Kedua, ada empat aspek/bidang pokok pengembangan
yang sudah baku dan berlaku umum di PMKRI dari generasi
ke generasi. Yaitu 1). Kemahasiswaan, 2). Kekatolikan,
3). Kemasyarakatan, 4). Keorganisasian. Mengenai
ini pula tentu tidak akan ada perbantahan.
Apapun istilah dan metode yang
digunakan dalam menata (rekayasa) PMKRI menjadi
lebih modern, entah dengan reformasi, transformasi
atau perubahan terencana atau apapun, tidak boleh
lari jauh dari hal-hal pokok di atas. Dalam kaitan
ini, sedikit perlu mempertegas satu kalimat kunci
didalam proses pembaruan PMKRI. Bahwa semangat untuk
melakukan perubahan mendasar terhadap PMKRI disatu
pihak merupakan keniscayaan/keharusan sejarah. Pada
pihak lain penciptaan sejarah baru tidak terlepas
dari sejarah yang terbentuk sebelumnya. Kontinyuitas
proses itulah menjadi paham utamanya, dengan kesadaraan
baru untuk membawa PMKRI menjadi lebih maju dari
periode-periode terdahulu.
Apa yang diperlukan kemudian? Karena
situasi telah berubah maka cara memang perlu dirubah,
disesuaikan, dimodifikasi sehingga PMKRI terus relevan
dan dibutuhkan oleh mahasiswa, gereja, masyarakat
dan oleh anggotannya. Akan lahir berbagai kemungkinan
dalam soal cara (metodologi) perubahan seperti banyak
dikembangkan masa ini, sebagai konsekuensi dari
pergeseran tata kehidupan zaman. Namun roh/spirit
dasar tetap bertumpu pada unsur tiga benang merah.

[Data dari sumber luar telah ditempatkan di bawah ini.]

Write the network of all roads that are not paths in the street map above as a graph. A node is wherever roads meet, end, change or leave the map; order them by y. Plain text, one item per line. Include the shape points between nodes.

Dan bidang sasaran pengambangannya tetap bertumpu
pada empat aspek pokok tadi. Barulah kemudian PMKRI
akan dinilai bermanfaat bagi: mahasiswa (aspek kemahasiswaan),
gereja (aspek kekatolikan), masyarakat (aspek kemasyarakatan)

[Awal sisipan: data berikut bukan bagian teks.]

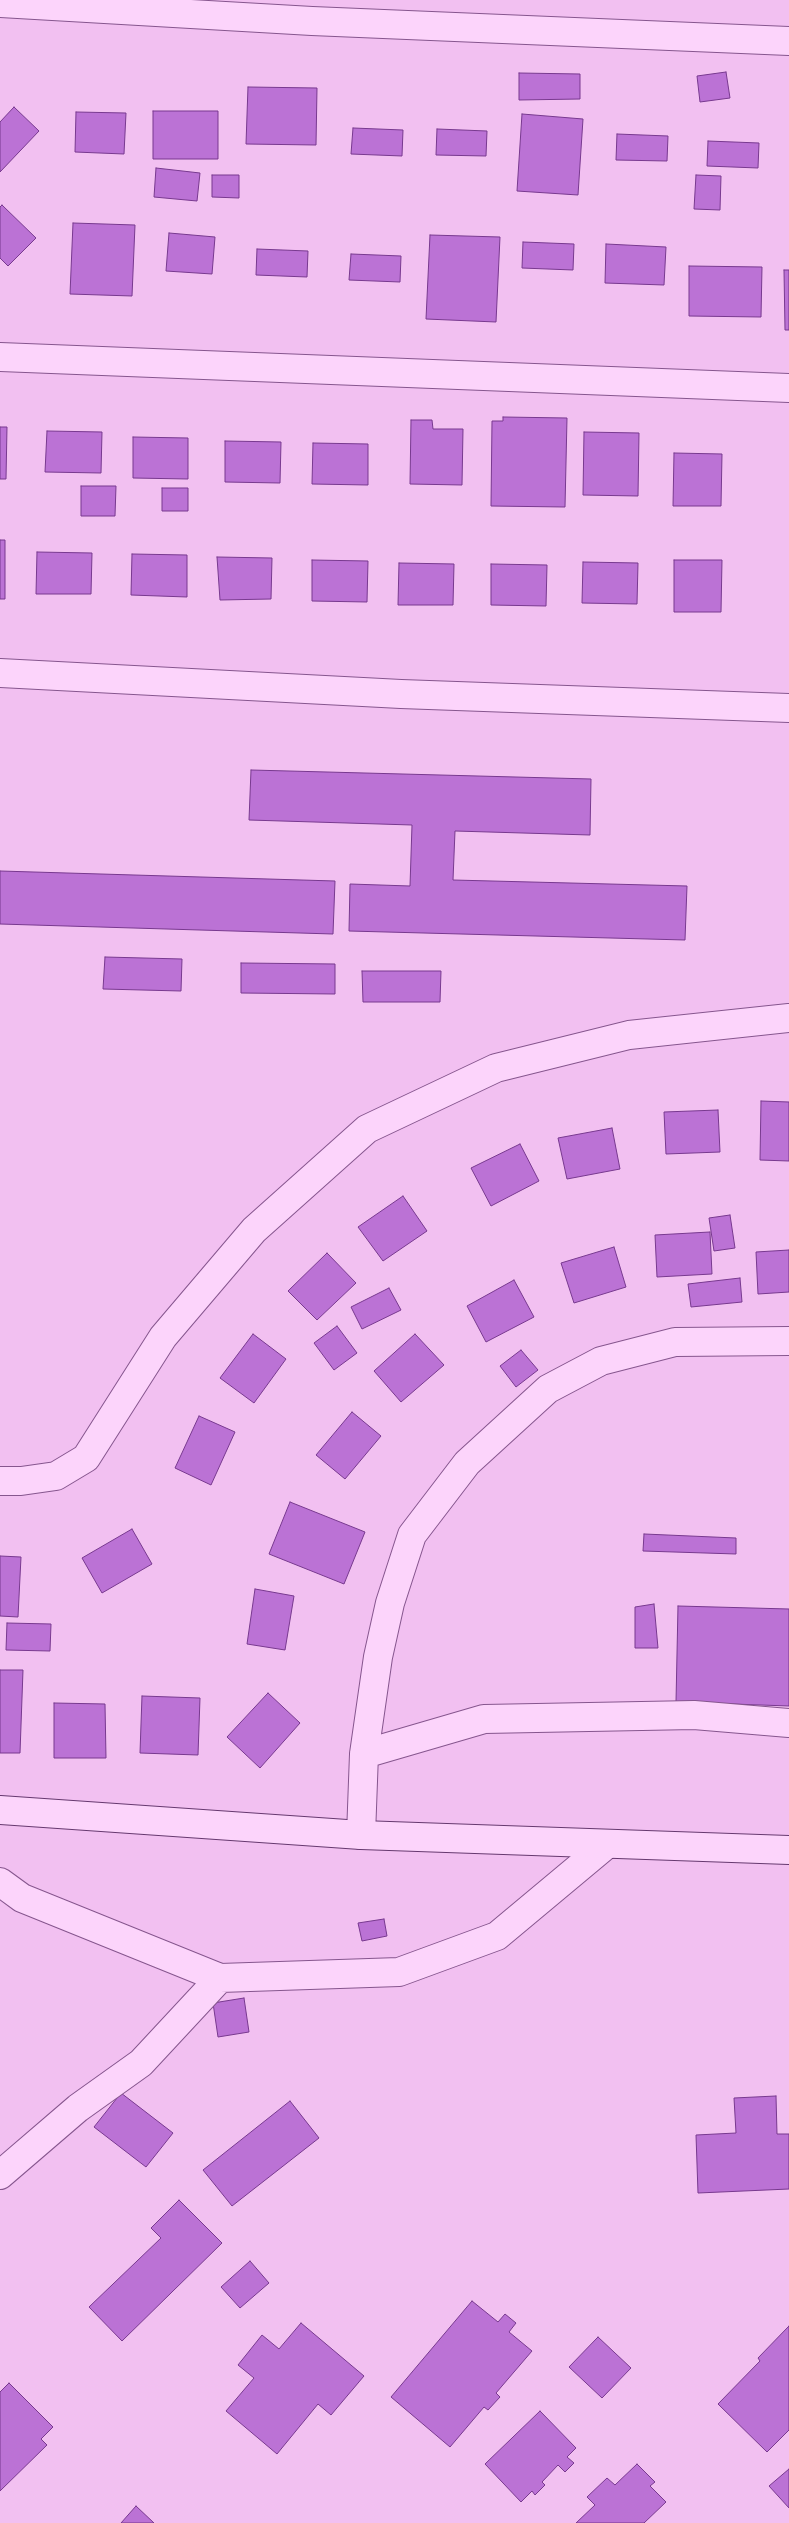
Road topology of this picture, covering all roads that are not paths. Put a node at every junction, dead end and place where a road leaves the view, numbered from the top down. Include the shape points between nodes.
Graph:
1 (0, 3) edge
2 (312, 10) edge
3 (789, 41) edge
4 (0, 357) edge
5 (789, 388) edge
6 (0, 673) edge
7 (789, 708) edge
8 (789, 1018) edge
9 (789, 1341) edge
10 (0, 1481) edge
11 (789, 1723) edge
12 (364, 1754) junction
13 (0, 1810) edge
14 (361, 1835) junction
15 (606, 1845) junction
16 (789, 1850) edge
17 (0, 1882) edge
18 (220, 1978) junction
19 (0, 2175) edge

1 - 2 street
2 - 3 street
4 - 5 street
6 - 7 street via 401,694
8 - 10 street via 629,1034 496,1068 367,1129 254,1230 163,1337 86,1458 56,1476
9 - 12 street via 675,1342 602,1361 548,1389 467,1463 412,1535 390,1603 378,1657
11 - 12 street via 694,1715 484,1719
12 - 14 street
13 - 14 street
14 - 15 street
15 - 16 street
15 - 18 street via 497,1936 399,1972
17 - 18 street via 22,1898
18 - 19 street via 141,2063 78,2108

dan anggota (aspek keorganisasian).
Kurang lebih dalam satu dasawarsa
terakhir, perhatian utama PMKRI tertuju pada aspek
kemasyarakatan. Sehingga dalam banyak hal PMKRI
lebih menganjurkan untuk memberikan penekanan lebih
pada intelektualitas guna menopang ketajaman gerak
kemasyarakatannya. Tidak ada yang salah dengan jalan
pikiran ini. Akan tetapi jika bicara PMKRI secara
utuh, maka tidak dapat lain, harus ada keseimbangan
dari empat bidang garapan (kemahasiswaan, kekatolikan,
kemasyarakatan, keorganisasian). Di dalamnya harus
tumbuh dan hidup nilai-nilai intelektualitas, kristianitas
dan fraternitas secara utuh/padu dan seimbang. Saya
yakin tidak akan ada penciptaan yang lebih ‘genius’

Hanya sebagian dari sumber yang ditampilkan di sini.